#### EXERCISE DIRECTIONS
"Bollin" is the word to look for; copy each line of the listing where it occurs.

[[ PROVIDED RECORDS, beginning ]]

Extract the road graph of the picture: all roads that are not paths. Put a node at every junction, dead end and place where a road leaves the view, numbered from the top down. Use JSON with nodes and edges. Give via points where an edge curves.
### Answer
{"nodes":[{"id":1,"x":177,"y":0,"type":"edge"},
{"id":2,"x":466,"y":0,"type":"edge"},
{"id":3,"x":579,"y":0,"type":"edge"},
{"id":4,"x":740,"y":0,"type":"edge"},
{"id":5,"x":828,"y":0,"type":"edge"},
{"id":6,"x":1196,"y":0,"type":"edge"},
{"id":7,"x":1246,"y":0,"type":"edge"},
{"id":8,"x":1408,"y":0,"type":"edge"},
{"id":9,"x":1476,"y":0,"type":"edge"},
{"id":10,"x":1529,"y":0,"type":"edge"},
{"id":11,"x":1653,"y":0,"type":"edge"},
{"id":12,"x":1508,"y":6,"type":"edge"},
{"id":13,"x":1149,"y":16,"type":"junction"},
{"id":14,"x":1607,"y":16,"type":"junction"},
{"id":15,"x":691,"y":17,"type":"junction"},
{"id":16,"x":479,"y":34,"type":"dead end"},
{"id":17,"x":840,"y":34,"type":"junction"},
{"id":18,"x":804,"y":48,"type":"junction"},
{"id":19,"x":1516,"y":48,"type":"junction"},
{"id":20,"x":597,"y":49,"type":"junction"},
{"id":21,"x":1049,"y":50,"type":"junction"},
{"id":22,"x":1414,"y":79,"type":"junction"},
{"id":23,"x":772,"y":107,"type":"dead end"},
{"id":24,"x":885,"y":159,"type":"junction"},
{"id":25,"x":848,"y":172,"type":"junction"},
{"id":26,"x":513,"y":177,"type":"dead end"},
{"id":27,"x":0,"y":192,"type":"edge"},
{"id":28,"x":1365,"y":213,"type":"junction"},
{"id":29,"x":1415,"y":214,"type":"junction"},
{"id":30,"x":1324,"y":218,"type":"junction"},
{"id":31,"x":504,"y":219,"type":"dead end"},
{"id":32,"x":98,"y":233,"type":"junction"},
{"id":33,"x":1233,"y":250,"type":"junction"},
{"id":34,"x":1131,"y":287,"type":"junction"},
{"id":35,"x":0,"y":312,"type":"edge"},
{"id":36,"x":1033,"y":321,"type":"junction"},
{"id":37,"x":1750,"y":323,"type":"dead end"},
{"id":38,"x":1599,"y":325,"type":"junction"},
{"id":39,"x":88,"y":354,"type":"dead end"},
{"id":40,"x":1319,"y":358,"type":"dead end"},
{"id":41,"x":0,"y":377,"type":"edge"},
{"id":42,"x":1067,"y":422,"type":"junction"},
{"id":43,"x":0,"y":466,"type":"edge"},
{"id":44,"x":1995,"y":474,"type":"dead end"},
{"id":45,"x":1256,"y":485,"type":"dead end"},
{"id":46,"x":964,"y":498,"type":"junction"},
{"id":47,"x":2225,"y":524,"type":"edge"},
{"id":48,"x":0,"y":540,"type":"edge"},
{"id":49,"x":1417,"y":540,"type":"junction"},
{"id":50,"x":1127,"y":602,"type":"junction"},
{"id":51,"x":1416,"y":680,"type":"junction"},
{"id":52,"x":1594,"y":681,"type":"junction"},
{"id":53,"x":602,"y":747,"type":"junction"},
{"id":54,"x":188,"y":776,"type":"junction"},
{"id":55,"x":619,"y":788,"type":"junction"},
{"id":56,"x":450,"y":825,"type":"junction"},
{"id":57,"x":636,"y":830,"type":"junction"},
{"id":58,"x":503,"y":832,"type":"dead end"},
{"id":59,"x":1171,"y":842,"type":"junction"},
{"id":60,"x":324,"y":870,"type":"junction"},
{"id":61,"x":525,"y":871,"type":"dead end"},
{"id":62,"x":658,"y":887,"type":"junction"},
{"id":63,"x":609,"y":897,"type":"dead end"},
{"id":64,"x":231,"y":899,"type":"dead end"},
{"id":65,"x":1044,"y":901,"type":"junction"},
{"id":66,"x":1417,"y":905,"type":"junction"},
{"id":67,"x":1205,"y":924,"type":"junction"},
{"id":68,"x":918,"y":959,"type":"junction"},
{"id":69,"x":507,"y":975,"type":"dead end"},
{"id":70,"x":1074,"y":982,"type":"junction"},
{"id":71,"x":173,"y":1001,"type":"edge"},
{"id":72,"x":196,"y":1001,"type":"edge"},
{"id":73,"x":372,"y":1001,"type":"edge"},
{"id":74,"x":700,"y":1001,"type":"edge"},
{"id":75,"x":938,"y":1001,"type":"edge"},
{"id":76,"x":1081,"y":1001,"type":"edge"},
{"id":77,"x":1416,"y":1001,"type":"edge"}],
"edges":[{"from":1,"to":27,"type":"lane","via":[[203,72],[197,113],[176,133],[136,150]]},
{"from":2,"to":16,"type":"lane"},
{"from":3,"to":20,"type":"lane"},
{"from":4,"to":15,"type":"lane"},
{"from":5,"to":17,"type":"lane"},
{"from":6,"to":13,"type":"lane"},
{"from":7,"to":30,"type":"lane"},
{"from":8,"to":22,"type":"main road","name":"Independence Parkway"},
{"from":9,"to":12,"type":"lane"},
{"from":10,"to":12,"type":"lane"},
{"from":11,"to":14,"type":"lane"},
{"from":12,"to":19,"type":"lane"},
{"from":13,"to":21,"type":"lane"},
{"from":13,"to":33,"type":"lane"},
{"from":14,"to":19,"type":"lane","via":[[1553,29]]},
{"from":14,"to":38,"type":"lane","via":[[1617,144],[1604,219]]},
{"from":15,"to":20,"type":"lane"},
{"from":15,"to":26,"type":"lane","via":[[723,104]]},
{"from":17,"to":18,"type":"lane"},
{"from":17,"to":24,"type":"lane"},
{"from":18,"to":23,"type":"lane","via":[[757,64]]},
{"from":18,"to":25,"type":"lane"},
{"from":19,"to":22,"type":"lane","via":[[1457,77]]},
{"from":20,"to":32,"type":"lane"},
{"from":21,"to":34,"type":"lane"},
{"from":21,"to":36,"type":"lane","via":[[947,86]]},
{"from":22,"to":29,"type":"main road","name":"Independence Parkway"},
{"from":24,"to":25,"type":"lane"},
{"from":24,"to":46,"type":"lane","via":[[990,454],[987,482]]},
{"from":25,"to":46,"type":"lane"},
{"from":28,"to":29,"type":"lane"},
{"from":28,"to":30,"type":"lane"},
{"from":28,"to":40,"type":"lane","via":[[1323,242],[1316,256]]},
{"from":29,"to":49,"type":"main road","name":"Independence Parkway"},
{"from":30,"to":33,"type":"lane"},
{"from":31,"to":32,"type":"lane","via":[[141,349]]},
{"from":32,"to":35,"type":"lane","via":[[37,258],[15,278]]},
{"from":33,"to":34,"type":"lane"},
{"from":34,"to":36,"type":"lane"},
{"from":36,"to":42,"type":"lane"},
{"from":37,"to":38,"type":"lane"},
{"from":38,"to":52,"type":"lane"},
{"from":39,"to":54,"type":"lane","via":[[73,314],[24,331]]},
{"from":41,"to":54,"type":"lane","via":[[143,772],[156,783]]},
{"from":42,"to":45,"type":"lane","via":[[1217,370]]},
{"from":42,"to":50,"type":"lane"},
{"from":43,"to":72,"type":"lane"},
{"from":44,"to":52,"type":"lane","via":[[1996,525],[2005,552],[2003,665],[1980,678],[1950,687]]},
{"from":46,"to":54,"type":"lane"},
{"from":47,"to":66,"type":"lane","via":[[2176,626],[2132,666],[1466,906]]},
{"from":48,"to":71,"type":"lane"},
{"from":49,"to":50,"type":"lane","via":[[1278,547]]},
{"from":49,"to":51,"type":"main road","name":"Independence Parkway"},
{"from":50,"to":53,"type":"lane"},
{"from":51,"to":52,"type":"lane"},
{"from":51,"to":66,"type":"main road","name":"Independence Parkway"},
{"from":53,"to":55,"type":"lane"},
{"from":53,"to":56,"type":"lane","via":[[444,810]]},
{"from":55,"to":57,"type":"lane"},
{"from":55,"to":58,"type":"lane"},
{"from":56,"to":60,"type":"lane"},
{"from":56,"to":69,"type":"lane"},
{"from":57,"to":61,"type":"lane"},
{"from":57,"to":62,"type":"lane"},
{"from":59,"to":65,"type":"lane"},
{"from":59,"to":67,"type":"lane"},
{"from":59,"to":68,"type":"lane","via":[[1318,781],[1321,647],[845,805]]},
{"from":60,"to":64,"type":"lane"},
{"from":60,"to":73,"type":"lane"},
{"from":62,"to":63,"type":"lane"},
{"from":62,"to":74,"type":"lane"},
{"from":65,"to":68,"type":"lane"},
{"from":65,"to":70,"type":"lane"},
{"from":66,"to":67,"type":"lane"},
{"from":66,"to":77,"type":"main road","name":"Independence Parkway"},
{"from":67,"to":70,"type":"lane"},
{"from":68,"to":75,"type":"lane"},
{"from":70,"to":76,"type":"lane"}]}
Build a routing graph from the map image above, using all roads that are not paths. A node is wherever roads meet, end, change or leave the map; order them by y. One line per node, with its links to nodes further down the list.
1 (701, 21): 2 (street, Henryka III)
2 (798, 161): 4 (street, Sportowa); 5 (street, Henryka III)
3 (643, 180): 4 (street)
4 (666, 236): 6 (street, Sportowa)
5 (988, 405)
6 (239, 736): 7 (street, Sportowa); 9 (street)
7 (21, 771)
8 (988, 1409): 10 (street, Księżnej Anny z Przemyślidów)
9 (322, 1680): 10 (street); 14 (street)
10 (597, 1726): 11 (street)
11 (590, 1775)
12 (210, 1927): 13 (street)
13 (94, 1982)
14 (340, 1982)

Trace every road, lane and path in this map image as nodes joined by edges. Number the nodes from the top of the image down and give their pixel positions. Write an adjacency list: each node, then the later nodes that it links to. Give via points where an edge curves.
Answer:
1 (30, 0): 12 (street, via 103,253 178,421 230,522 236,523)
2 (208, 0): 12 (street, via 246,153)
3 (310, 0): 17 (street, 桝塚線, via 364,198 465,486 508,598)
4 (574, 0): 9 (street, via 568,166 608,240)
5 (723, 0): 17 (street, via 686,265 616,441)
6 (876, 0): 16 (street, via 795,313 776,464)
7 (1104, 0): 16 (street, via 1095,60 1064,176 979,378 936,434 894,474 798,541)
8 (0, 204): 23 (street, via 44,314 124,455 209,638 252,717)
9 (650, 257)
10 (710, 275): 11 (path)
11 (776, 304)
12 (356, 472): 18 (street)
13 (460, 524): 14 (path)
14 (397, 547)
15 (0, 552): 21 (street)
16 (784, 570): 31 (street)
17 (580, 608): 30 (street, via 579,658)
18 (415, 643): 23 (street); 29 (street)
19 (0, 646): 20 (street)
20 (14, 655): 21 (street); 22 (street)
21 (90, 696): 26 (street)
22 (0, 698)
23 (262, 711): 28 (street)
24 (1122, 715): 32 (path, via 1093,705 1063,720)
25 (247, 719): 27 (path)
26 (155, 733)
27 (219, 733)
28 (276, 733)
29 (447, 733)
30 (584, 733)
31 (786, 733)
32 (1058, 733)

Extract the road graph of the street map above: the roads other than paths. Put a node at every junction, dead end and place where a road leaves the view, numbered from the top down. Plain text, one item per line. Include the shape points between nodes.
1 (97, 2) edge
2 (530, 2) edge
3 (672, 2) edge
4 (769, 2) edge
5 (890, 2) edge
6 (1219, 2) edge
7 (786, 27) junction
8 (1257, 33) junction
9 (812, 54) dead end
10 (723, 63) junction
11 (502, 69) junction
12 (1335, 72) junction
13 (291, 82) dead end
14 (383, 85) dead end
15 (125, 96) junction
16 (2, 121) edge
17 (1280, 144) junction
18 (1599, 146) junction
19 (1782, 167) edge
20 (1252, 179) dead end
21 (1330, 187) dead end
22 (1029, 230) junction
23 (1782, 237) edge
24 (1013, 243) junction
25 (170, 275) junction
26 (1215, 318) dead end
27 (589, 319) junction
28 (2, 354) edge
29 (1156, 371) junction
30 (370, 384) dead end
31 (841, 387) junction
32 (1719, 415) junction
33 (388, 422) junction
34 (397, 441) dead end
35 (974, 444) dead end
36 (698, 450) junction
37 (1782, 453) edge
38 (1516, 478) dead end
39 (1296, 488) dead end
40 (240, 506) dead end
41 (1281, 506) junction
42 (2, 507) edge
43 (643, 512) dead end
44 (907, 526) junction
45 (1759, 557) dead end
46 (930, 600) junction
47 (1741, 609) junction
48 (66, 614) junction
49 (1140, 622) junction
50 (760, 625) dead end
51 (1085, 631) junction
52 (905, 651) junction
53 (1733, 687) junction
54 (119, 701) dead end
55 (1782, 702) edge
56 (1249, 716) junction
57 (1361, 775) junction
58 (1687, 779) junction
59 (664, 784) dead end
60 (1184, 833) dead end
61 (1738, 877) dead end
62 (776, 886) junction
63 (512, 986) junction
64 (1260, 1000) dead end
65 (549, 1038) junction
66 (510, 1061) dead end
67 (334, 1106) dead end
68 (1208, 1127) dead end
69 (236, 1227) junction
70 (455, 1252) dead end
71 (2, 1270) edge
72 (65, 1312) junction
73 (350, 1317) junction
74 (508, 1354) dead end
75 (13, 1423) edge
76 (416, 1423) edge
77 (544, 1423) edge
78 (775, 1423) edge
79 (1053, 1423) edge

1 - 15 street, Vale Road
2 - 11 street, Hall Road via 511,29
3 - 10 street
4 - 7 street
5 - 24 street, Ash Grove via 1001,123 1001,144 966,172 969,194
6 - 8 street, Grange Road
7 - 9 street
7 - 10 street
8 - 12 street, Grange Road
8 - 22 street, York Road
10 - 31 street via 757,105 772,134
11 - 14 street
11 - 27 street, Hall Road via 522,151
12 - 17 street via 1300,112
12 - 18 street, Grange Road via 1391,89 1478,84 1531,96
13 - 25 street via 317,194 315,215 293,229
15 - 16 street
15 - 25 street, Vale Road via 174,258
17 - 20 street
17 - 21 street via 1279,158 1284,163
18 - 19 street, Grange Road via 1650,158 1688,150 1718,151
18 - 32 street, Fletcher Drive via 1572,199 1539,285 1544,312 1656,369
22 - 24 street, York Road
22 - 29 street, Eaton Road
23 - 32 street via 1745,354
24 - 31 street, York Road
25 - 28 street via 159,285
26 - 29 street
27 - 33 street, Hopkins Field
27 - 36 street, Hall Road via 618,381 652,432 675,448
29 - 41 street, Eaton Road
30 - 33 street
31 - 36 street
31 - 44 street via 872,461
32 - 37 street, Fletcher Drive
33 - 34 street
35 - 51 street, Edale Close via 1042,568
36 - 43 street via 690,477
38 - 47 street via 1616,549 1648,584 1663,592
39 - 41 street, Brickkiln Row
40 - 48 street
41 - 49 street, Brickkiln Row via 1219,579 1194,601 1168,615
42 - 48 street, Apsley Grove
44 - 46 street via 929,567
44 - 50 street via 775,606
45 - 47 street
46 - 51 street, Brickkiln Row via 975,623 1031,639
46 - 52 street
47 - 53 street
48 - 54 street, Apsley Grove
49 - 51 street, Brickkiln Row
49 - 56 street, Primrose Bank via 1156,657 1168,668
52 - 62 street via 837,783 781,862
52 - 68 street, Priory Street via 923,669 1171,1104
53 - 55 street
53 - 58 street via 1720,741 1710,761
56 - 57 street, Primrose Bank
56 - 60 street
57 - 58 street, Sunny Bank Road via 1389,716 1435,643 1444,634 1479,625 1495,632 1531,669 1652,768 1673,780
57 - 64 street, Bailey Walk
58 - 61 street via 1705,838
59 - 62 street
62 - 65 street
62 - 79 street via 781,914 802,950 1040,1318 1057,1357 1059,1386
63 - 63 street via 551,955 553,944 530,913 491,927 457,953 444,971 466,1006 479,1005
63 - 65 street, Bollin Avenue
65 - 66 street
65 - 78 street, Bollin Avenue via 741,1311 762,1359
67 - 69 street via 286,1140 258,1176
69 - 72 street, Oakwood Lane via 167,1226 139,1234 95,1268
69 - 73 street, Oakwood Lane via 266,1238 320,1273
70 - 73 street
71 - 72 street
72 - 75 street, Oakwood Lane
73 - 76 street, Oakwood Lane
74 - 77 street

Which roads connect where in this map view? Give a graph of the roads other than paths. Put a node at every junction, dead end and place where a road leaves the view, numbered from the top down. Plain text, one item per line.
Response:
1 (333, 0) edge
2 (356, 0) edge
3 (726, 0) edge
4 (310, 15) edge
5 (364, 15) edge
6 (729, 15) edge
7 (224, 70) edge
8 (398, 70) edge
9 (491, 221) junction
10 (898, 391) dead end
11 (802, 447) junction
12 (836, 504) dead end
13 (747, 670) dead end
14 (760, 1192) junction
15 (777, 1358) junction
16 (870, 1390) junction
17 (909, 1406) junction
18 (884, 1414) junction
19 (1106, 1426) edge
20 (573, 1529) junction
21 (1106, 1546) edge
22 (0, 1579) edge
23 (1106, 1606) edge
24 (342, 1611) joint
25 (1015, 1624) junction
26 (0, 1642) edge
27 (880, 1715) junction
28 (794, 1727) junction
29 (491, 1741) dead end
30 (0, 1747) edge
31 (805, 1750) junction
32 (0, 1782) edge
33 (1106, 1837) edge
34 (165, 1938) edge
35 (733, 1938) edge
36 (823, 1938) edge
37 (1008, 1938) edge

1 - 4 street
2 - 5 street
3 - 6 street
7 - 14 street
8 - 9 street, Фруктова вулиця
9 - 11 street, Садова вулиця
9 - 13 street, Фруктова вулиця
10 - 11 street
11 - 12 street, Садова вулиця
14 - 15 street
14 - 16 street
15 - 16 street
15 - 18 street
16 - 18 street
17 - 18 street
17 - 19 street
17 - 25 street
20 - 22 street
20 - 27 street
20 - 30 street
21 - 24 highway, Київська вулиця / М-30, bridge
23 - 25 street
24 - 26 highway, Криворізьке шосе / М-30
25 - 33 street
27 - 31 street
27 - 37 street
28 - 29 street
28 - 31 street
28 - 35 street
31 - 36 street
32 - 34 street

[[ PROVIDED RECORDS, end ]]

#### EXERCISE ANSWER
63 - 65 street, Bollin Avenue
65 - 78 street, Bollin Avenue via 741,1311 762,1359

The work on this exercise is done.